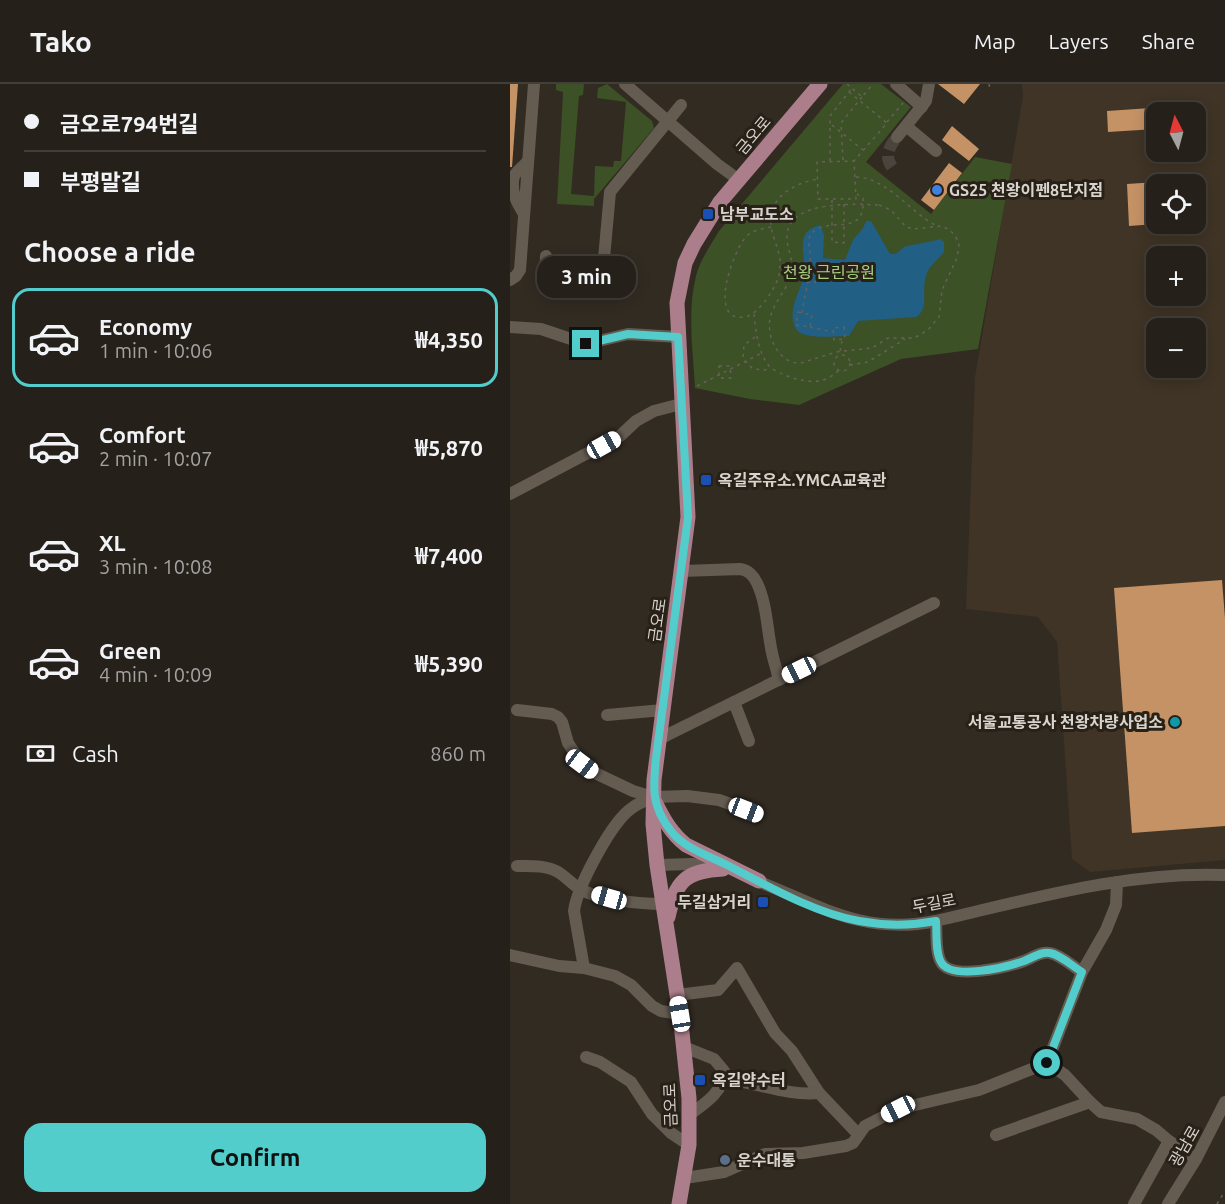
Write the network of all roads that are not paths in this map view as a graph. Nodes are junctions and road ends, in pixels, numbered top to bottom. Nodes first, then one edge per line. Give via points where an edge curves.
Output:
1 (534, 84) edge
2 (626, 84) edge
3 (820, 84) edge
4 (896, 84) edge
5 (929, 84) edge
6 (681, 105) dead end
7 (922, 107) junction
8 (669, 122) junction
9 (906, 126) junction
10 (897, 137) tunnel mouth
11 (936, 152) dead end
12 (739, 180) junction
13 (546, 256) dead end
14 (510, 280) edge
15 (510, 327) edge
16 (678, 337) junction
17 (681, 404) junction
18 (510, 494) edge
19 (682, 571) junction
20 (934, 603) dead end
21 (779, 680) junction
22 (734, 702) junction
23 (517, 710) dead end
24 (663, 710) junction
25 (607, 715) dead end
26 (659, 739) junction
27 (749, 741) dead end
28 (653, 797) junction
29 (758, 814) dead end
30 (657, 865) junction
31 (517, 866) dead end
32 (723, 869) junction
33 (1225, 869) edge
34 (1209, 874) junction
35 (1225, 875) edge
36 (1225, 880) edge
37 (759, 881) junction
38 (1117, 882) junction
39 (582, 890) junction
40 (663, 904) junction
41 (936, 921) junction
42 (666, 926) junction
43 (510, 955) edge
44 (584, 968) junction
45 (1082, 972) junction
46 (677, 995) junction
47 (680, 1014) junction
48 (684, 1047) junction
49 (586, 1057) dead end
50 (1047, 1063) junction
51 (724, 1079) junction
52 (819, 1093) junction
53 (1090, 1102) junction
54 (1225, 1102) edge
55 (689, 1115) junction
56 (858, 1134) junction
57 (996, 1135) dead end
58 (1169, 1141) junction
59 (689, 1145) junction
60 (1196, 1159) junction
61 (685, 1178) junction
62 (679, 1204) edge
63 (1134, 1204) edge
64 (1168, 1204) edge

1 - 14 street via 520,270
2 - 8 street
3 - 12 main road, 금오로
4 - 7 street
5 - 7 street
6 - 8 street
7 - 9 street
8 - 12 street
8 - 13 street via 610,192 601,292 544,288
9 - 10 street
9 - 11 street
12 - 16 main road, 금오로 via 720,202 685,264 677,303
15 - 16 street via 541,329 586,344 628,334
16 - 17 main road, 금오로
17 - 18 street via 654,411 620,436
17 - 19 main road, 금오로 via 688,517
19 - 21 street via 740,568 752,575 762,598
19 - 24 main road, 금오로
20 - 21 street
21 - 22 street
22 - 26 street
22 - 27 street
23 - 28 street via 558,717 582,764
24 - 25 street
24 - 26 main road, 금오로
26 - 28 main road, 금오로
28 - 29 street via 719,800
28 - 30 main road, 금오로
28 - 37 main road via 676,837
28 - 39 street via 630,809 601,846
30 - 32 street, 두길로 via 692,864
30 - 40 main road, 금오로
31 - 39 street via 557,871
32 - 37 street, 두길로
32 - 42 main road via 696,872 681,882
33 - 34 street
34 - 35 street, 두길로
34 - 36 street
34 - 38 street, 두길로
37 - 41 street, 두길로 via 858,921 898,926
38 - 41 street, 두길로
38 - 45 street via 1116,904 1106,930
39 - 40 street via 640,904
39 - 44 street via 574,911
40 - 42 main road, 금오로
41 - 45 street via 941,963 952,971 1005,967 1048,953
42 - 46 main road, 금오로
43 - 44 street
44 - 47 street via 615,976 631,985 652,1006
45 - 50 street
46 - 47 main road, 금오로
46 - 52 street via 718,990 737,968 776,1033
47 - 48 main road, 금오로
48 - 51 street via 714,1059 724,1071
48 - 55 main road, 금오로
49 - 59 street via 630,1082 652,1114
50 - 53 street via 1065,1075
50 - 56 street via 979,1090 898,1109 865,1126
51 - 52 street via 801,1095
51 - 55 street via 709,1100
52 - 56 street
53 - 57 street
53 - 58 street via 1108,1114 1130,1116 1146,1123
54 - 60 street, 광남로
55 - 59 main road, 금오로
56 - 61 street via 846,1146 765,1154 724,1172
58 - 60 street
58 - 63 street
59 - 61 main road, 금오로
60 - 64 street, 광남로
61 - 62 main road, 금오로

** TRY IT **
Above is a listing with pictures. Write it out exactly without them.

** ANSWER AREA **
Write the network of all roads that are not paths in this map view as a graph. Nodes are junctions and road ends, in pixels, numbered top to bottom. Nodes first, then one edge per line. Give via points where an edge curves.
Output:
1 (534, 84) edge
2 (626, 84) edge
3 (820, 84) edge
4 (896, 84) edge
5 (929, 84) edge
6 (681, 105) dead end
7 (922, 107) junction
8 (669, 122) junction
9 (906, 126) junction
10 (897, 137) tunnel mouth
11 (936, 152) dead end
12 (739, 180) junction
13 (546, 256) dead end
14 (510, 280) edge
15 (510, 327) edge
16 (678, 337) junction
17 (681, 404) junction
18 (510, 494) edge
19 (682, 571) junction
20 (934, 603) dead end
21 (779, 680) junction
22 (734, 702) junction
23 (517, 710) dead end
24 (663, 710) junction
25 (607, 715) dead end
26 (659, 739) junction
27 (749, 741) dead end
28 (653, 797) junction
29 (758, 814) dead end
30 (657, 865) junction
31 (517, 866) dead end
32 (723, 869) junction
33 (1225, 869) edge
34 (1209, 874) junction
35 (1225, 875) edge
36 (1225, 880) edge
37 (759, 881) junction
38 (1117, 882) junction
39 (582, 890) junction
40 (663, 904) junction
41 (936, 921) junction
42 (666, 926) junction
43 (510, 955) edge
44 (584, 968) junction
45 (1082, 972) junction
46 (677, 995) junction
47 (680, 1014) junction
48 (684, 1047) junction
49 (586, 1057) dead end
50 (1047, 1063) junction
51 (724, 1079) junction
52 (819, 1093) junction
53 (1090, 1102) junction
54 (1225, 1102) edge
55 (689, 1115) junction
56 (858, 1134) junction
57 (996, 1135) dead end
58 (1169, 1141) junction
59 (689, 1145) junction
60 (1196, 1159) junction
61 (685, 1178) junction
62 (679, 1204) edge
63 (1134, 1204) edge
64 (1168, 1204) edge

1 - 14 street via 520,270
2 - 8 street
3 - 12 main road, 금오로
4 - 7 street
5 - 7 street
6 - 8 street
7 - 9 street
8 - 12 street
8 - 13 street via 610,192 601,292 544,288
9 - 10 street
9 - 11 street
12 - 16 main road, 금오로 via 720,202 685,264 677,303
15 - 16 street via 541,329 586,344 628,334
16 - 17 main road, 금오로
17 - 18 street via 654,411 620,436
17 - 19 main road, 금오로 via 688,517
19 - 21 street via 740,568 752,575 762,598
19 - 24 main road, 금오로
20 - 21 street
21 - 22 street
22 - 26 street
22 - 27 street
23 - 28 street via 558,717 582,764
24 - 25 street
24 - 26 main road, 금오로
26 - 28 main road, 금오로
28 - 29 street via 719,800
28 - 30 main road, 금오로
28 - 37 main road via 676,837
28 - 39 street via 630,809 601,846
30 - 32 street, 두길로 via 692,864
30 - 40 main road, 금오로
31 - 39 street via 557,871
32 - 37 street, 두길로
32 - 42 main road via 696,872 681,882
33 - 34 street
34 - 35 street, 두길로
34 - 36 street
34 - 38 street, 두길로
37 - 41 street, 두길로 via 858,921 898,926
38 - 41 street, 두길로
38 - 45 street via 1116,904 1106,930
39 - 40 street via 640,904
39 - 44 street via 574,911
40 - 42 main road, 금오로
41 - 45 street via 941,963 952,971 1005,967 1048,953
42 - 46 main road, 금오로
43 - 44 street
44 - 47 street via 615,976 631,985 652,1006
45 - 50 street
46 - 47 main road, 금오로
46 - 52 street via 718,990 737,968 776,1033
47 - 48 main road, 금오로
48 - 51 street via 714,1059 724,1071
48 - 55 main road, 금오로
49 - 59 street via 630,1082 652,1114
50 - 53 street via 1065,1075
50 - 56 street via 979,1090 898,1109 865,1126
51 - 52 street via 801,1095
51 - 55 street via 709,1100
52 - 56 street
53 - 57 street
53 - 58 street via 1108,1114 1130,1116 1146,1123
54 - 60 street, 광남로
55 - 59 main road, 금오로
56 - 61 street via 846,1146 765,1154 724,1172
58 - 60 street
58 - 63 street
59 - 61 main road, 금오로
60 - 64 street, 광남로
61 - 62 main road, 금오로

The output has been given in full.